> WHAT NEEDS TO BE DONE
Please transcribe the lines below exactly, and leave every image behind.

> Dataset entries

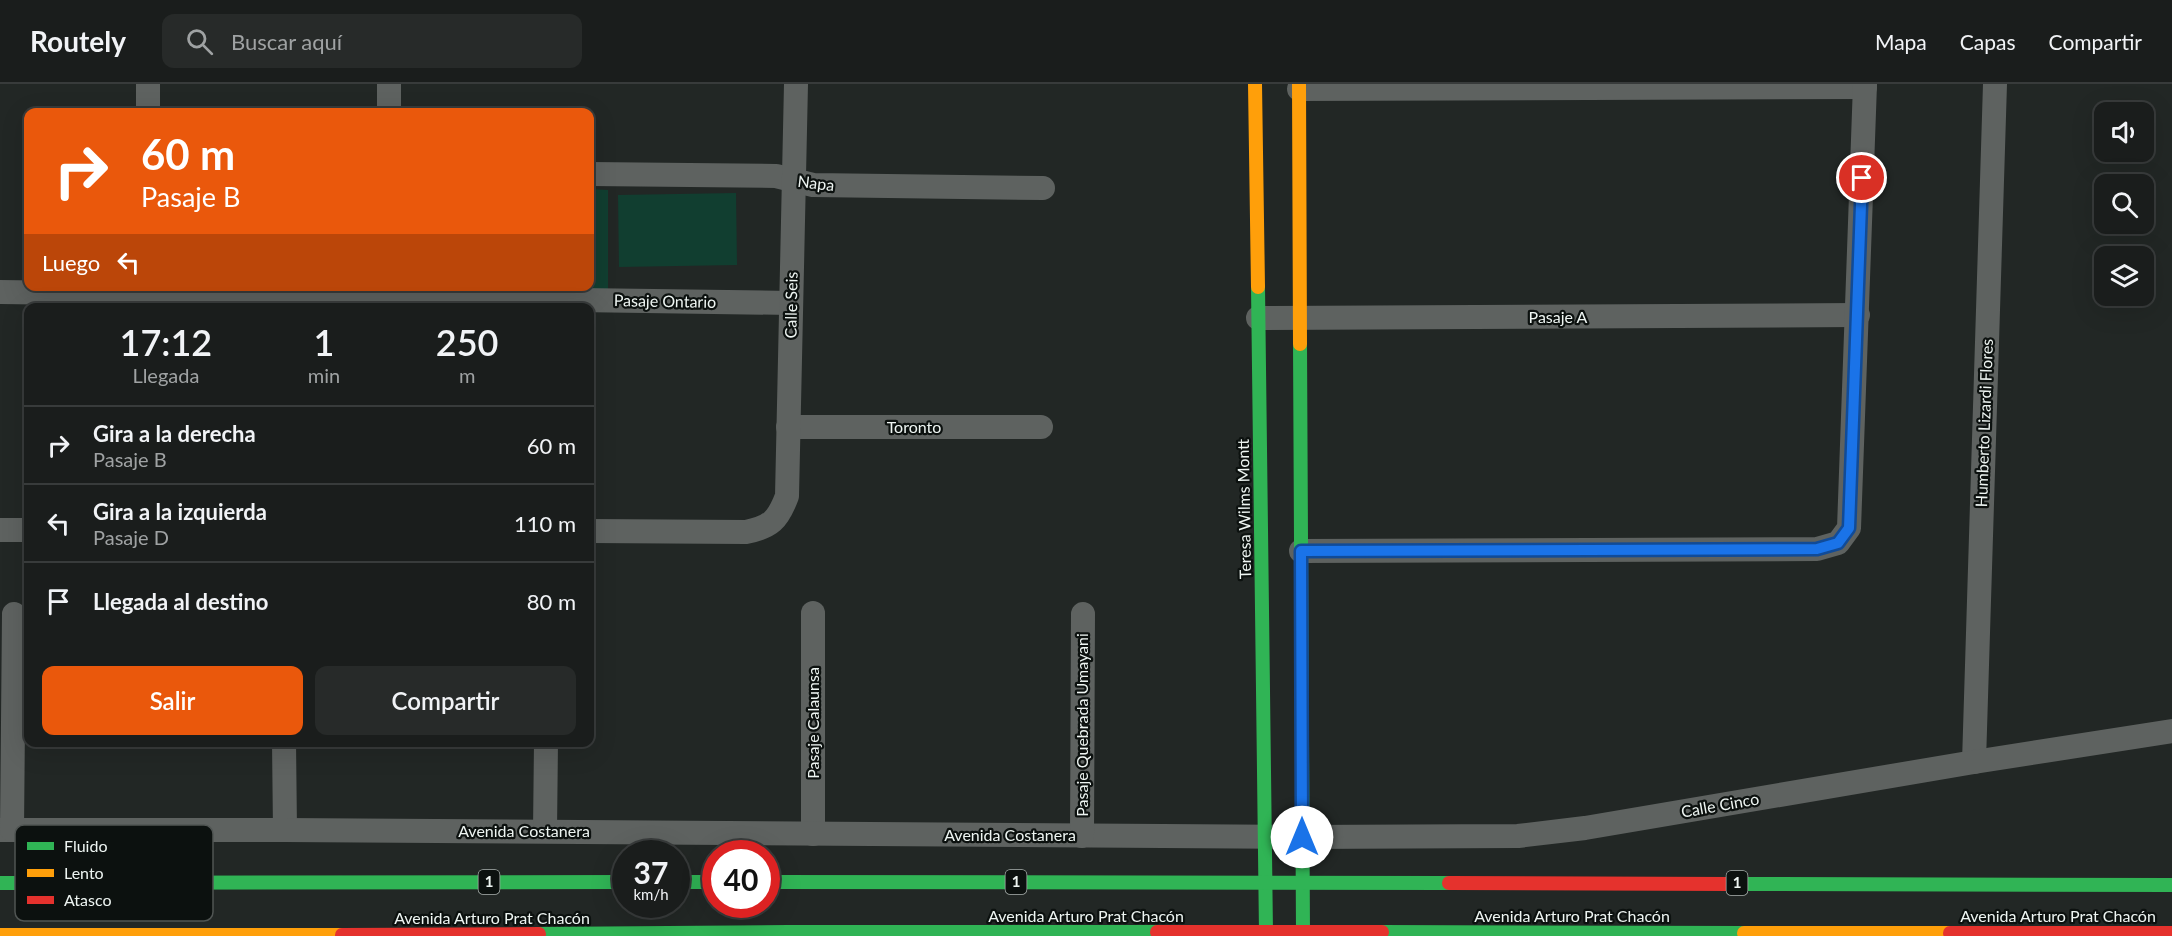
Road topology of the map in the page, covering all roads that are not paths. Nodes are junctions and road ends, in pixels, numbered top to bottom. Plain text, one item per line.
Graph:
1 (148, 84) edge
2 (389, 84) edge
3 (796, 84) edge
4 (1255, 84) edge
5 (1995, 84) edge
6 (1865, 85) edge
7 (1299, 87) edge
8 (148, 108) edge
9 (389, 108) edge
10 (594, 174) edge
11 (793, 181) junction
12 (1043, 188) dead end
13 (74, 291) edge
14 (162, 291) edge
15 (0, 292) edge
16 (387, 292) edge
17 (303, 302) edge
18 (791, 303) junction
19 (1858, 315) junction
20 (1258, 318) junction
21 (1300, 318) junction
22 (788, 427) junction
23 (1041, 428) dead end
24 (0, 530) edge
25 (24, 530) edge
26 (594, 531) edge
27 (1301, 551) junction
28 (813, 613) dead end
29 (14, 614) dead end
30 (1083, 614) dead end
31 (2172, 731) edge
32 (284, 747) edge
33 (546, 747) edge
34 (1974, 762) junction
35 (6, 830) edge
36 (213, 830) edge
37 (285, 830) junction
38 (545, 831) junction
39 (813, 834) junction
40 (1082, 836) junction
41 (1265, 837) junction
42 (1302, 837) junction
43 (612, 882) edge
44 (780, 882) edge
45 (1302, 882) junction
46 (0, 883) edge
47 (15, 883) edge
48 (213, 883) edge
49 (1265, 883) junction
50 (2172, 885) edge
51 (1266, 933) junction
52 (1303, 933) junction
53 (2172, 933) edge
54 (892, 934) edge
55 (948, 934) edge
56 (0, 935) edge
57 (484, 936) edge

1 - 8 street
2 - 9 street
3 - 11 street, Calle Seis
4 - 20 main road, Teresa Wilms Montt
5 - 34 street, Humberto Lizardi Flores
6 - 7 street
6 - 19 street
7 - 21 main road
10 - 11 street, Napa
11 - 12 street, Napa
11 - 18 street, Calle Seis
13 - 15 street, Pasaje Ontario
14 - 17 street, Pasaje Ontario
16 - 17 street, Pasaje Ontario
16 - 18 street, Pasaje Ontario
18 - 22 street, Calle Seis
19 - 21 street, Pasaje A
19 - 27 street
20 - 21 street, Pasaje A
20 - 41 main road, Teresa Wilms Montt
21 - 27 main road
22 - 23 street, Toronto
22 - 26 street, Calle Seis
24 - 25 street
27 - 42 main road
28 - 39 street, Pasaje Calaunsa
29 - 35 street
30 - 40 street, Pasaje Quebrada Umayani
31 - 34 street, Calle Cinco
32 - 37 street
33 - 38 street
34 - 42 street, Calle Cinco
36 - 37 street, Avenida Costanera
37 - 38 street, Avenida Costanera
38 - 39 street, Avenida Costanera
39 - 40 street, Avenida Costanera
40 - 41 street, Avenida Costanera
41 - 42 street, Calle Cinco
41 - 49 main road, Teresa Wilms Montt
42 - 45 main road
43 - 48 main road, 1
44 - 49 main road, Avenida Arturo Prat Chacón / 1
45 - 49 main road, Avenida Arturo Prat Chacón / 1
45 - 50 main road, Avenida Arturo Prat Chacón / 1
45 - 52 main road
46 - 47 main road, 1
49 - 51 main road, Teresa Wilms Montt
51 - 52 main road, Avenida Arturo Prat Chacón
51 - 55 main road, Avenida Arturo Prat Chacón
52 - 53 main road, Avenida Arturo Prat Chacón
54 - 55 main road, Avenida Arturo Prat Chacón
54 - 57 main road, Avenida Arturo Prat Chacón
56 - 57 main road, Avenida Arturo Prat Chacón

> TASK OUTPUT
Road topology of the map in the page, covering all roads that are not paths. Nodes are junctions and road ends, in pixels, numbered top to bottom. Plain text, one item per line.
Graph:
1 (148, 84) edge
2 (389, 84) edge
3 (796, 84) edge
4 (1255, 84) edge
5 (1995, 84) edge
6 (1865, 85) edge
7 (1299, 87) edge
8 (148, 108) edge
9 (389, 108) edge
10 (594, 174) edge
11 (793, 181) junction
12 (1043, 188) dead end
13 (74, 291) edge
14 (162, 291) edge
15 (0, 292) edge
16 (387, 292) edge
17 (303, 302) edge
18 (791, 303) junction
19 (1858, 315) junction
20 (1258, 318) junction
21 (1300, 318) junction
22 (788, 427) junction
23 (1041, 428) dead end
24 (0, 530) edge
25 (24, 530) edge
26 (594, 531) edge
27 (1301, 551) junction
28 (813, 613) dead end
29 (14, 614) dead end
30 (1083, 614) dead end
31 (2172, 731) edge
32 (284, 747) edge
33 (546, 747) edge
34 (1974, 762) junction
35 (6, 830) edge
36 (213, 830) edge
37 (285, 830) junction
38 (545, 831) junction
39 (813, 834) junction
40 (1082, 836) junction
41 (1265, 837) junction
42 (1302, 837) junction
43 (612, 882) edge
44 (780, 882) edge
45 (1302, 882) junction
46 (0, 883) edge
47 (15, 883) edge
48 (213, 883) edge
49 (1265, 883) junction
50 (2172, 885) edge
51 (1266, 933) junction
52 (1303, 933) junction
53 (2172, 933) edge
54 (892, 934) edge
55 (948, 934) edge
56 (0, 935) edge
57 (484, 936) edge

1 - 8 street
2 - 9 street
3 - 11 street, Calle Seis
4 - 20 main road, Teresa Wilms Montt
5 - 34 street, Humberto Lizardi Flores
6 - 7 street
6 - 19 street
7 - 21 main road
10 - 11 street, Napa
11 - 12 street, Napa
11 - 18 street, Calle Seis
13 - 15 street, Pasaje Ontario
14 - 17 street, Pasaje Ontario
16 - 17 street, Pasaje Ontario
16 - 18 street, Pasaje Ontario
18 - 22 street, Calle Seis
19 - 21 street, Pasaje A
19 - 27 street
20 - 21 street, Pasaje A
20 - 41 main road, Teresa Wilms Montt
21 - 27 main road
22 - 23 street, Toronto
22 - 26 street, Calle Seis
24 - 25 street
27 - 42 main road
28 - 39 street, Pasaje Calaunsa
29 - 35 street
30 - 40 street, Pasaje Quebrada Umayani
31 - 34 street, Calle Cinco
32 - 37 street
33 - 38 street
34 - 42 street, Calle Cinco
36 - 37 street, Avenida Costanera
37 - 38 street, Avenida Costanera
38 - 39 street, Avenida Costanera
39 - 40 street, Avenida Costanera
40 - 41 street, Avenida Costanera
41 - 42 street, Calle Cinco
41 - 49 main road, Teresa Wilms Montt
42 - 45 main road
43 - 48 main road, 1
44 - 49 main road, Avenida Arturo Prat Chacón / 1
45 - 49 main road, Avenida Arturo Prat Chacón / 1
45 - 50 main road, Avenida Arturo Prat Chacón / 1
45 - 52 main road
46 - 47 main road, 1
49 - 51 main road, Teresa Wilms Montt
51 - 52 main road, Avenida Arturo Prat Chacón
51 - 55 main road, Avenida Arturo Prat Chacón
52 - 53 main road, Avenida Arturo Prat Chacón
54 - 55 main road, Avenida Arturo Prat Chacón
54 - 57 main road, Avenida Arturo Prat Chacón
56 - 57 main road, Avenida Arturo Prat Chacón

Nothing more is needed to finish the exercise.